Repeat every record exactly.

── DATA TO EXAMINE

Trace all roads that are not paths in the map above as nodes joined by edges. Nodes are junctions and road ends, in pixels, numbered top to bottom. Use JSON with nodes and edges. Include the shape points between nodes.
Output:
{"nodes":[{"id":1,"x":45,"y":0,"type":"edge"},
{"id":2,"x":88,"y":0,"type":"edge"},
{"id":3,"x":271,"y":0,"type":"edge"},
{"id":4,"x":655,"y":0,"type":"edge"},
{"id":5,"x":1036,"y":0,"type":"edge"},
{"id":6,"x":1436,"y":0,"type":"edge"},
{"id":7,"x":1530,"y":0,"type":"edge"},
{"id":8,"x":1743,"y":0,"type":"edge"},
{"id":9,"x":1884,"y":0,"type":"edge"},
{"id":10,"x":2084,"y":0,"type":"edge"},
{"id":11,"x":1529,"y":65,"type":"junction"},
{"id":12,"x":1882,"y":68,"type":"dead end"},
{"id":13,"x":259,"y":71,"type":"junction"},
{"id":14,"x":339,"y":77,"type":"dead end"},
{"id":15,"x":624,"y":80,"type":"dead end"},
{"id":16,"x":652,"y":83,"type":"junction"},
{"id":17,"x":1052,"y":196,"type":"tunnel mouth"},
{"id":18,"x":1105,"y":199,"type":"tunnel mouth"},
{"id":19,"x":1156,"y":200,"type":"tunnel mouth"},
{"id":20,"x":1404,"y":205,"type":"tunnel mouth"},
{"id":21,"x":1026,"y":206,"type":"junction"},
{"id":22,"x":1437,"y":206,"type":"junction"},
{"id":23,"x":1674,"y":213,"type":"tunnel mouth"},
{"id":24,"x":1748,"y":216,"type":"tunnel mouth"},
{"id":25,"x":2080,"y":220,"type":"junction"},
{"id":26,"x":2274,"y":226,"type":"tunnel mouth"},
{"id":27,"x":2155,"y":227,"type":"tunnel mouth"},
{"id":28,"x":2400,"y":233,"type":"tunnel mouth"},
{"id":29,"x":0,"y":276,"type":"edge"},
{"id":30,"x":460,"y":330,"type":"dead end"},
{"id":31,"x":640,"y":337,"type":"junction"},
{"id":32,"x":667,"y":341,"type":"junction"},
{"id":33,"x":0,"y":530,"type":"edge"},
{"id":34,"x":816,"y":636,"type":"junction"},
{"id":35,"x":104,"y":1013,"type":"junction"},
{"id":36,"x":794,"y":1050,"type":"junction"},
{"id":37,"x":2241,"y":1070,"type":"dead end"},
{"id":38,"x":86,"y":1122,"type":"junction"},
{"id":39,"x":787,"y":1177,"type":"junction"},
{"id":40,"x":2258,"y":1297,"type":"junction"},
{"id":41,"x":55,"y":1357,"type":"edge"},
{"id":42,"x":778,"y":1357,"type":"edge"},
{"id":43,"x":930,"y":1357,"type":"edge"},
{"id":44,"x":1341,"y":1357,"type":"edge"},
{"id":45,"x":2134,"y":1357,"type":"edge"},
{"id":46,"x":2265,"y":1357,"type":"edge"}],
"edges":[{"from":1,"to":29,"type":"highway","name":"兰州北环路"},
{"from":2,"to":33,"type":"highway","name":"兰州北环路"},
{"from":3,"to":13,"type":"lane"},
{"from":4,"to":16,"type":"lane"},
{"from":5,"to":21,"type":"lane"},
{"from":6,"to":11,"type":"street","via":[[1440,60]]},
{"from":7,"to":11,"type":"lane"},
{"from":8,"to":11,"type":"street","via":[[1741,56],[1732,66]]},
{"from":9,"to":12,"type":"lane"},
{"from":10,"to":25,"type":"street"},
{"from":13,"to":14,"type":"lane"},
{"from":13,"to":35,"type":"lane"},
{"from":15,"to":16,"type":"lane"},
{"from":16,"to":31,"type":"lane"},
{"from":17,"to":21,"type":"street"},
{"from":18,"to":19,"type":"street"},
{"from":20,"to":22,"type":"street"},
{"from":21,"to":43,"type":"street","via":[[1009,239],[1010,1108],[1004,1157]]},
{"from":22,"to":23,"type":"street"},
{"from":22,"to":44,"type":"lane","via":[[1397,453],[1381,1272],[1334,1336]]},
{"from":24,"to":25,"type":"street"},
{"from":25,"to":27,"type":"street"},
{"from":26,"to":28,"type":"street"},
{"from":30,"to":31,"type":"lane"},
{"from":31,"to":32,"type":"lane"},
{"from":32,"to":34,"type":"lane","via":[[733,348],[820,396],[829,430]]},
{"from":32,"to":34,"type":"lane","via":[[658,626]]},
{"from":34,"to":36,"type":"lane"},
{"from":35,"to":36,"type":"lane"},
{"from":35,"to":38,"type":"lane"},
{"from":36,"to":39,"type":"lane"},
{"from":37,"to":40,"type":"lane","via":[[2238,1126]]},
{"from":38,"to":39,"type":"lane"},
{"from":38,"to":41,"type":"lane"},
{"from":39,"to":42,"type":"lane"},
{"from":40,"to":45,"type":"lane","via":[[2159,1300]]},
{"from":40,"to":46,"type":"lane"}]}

────

◆ **RESULT**:
Trace all roads that are not paths in the map above as nodes joined by edges. Nodes are junctions and road ends, in pixels, numbered top to bottom. Use JSON with nodes and edges. Include the shape points between nodes.
Output:
{"nodes":[{"id":1,"x":45,"y":0,"type":"edge"},
{"id":2,"x":88,"y":0,"type":"edge"},
{"id":3,"x":271,"y":0,"type":"edge"},
{"id":4,"x":655,"y":0,"type":"edge"},
{"id":5,"x":1036,"y":0,"type":"edge"},
{"id":6,"x":1436,"y":0,"type":"edge"},
{"id":7,"x":1530,"y":0,"type":"edge"},
{"id":8,"x":1743,"y":0,"type":"edge"},
{"id":9,"x":1884,"y":0,"type":"edge"},
{"id":10,"x":2084,"y":0,"type":"edge"},
{"id":11,"x":1529,"y":65,"type":"junction"},
{"id":12,"x":1882,"y":68,"type":"dead end"},
{"id":13,"x":259,"y":71,"type":"junction"},
{"id":14,"x":339,"y":77,"type":"dead end"},
{"id":15,"x":624,"y":80,"type":"dead end"},
{"id":16,"x":652,"y":83,"type":"junction"},
{"id":17,"x":1052,"y":196,"type":"tunnel mouth"},
{"id":18,"x":1105,"y":199,"type":"tunnel mouth"},
{"id":19,"x":1156,"y":200,"type":"tunnel mouth"},
{"id":20,"x":1404,"y":205,"type":"tunnel mouth"},
{"id":21,"x":1026,"y":206,"type":"junction"},
{"id":22,"x":1437,"y":206,"type":"junction"},
{"id":23,"x":1674,"y":213,"type":"tunnel mouth"},
{"id":24,"x":1748,"y":216,"type":"tunnel mouth"},
{"id":25,"x":2080,"y":220,"type":"junction"},
{"id":26,"x":2274,"y":226,"type":"tunnel mouth"},
{"id":27,"x":2155,"y":227,"type":"tunnel mouth"},
{"id":28,"x":2400,"y":233,"type":"tunnel mouth"},
{"id":29,"x":0,"y":276,"type":"edge"},
{"id":30,"x":460,"y":330,"type":"dead end"},
{"id":31,"x":640,"y":337,"type":"junction"},
{"id":32,"x":667,"y":341,"type":"junction"},
{"id":33,"x":0,"y":530,"type":"edge"},
{"id":34,"x":816,"y":636,"type":"junction"},
{"id":35,"x":104,"y":1013,"type":"junction"},
{"id":36,"x":794,"y":1050,"type":"junction"},
{"id":37,"x":2241,"y":1070,"type":"dead end"},
{"id":38,"x":86,"y":1122,"type":"junction"},
{"id":39,"x":787,"y":1177,"type":"junction"},
{"id":40,"x":2258,"y":1297,"type":"junction"},
{"id":41,"x":55,"y":1357,"type":"edge"},
{"id":42,"x":778,"y":1357,"type":"edge"},
{"id":43,"x":930,"y":1357,"type":"edge"},
{"id":44,"x":1341,"y":1357,"type":"edge"},
{"id":45,"x":2134,"y":1357,"type":"edge"},
{"id":46,"x":2265,"y":1357,"type":"edge"}],
"edges":[{"from":1,"to":29,"type":"highway","name":"兰州北环路"},
{"from":2,"to":33,"type":"highway","name":"兰州北环路"},
{"from":3,"to":13,"type":"lane"},
{"from":4,"to":16,"type":"lane"},
{"from":5,"to":21,"type":"lane"},
{"from":6,"to":11,"type":"street","via":[[1440,60]]},
{"from":7,"to":11,"type":"lane"},
{"from":8,"to":11,"type":"street","via":[[1741,56],[1732,66]]},
{"from":9,"to":12,"type":"lane"},
{"from":10,"to":25,"type":"street"},
{"from":13,"to":14,"type":"lane"},
{"from":13,"to":35,"type":"lane"},
{"from":15,"to":16,"type":"lane"},
{"from":16,"to":31,"type":"lane"},
{"from":17,"to":21,"type":"street"},
{"from":18,"to":19,"type":"street"},
{"from":20,"to":22,"type":"street"},
{"from":21,"to":43,"type":"street","via":[[1009,239],[1010,1108],[1004,1157]]},
{"from":22,"to":23,"type":"street"},
{"from":22,"to":44,"type":"lane","via":[[1397,453],[1381,1272],[1334,1336]]},
{"from":24,"to":25,"type":"street"},
{"from":25,"to":27,"type":"street"},
{"from":26,"to":28,"type":"street"},
{"from":30,"to":31,"type":"lane"},
{"from":31,"to":32,"type":"lane"},
{"from":32,"to":34,"type":"lane","via":[[733,348],[820,396],[829,430]]},
{"from":32,"to":34,"type":"lane","via":[[658,626]]},
{"from":34,"to":36,"type":"lane"},
{"from":35,"to":36,"type":"lane"},
{"from":35,"to":38,"type":"lane"},
{"from":36,"to":39,"type":"lane"},
{"from":37,"to":40,"type":"lane","via":[[2238,1126]]},
{"from":38,"to":39,"type":"lane"},
{"from":38,"to":41,"type":"lane"},
{"from":39,"to":42,"type":"lane"},
{"from":40,"to":45,"type":"lane","via":[[2159,1300]]},
{"from":40,"to":46,"type":"lane"}]}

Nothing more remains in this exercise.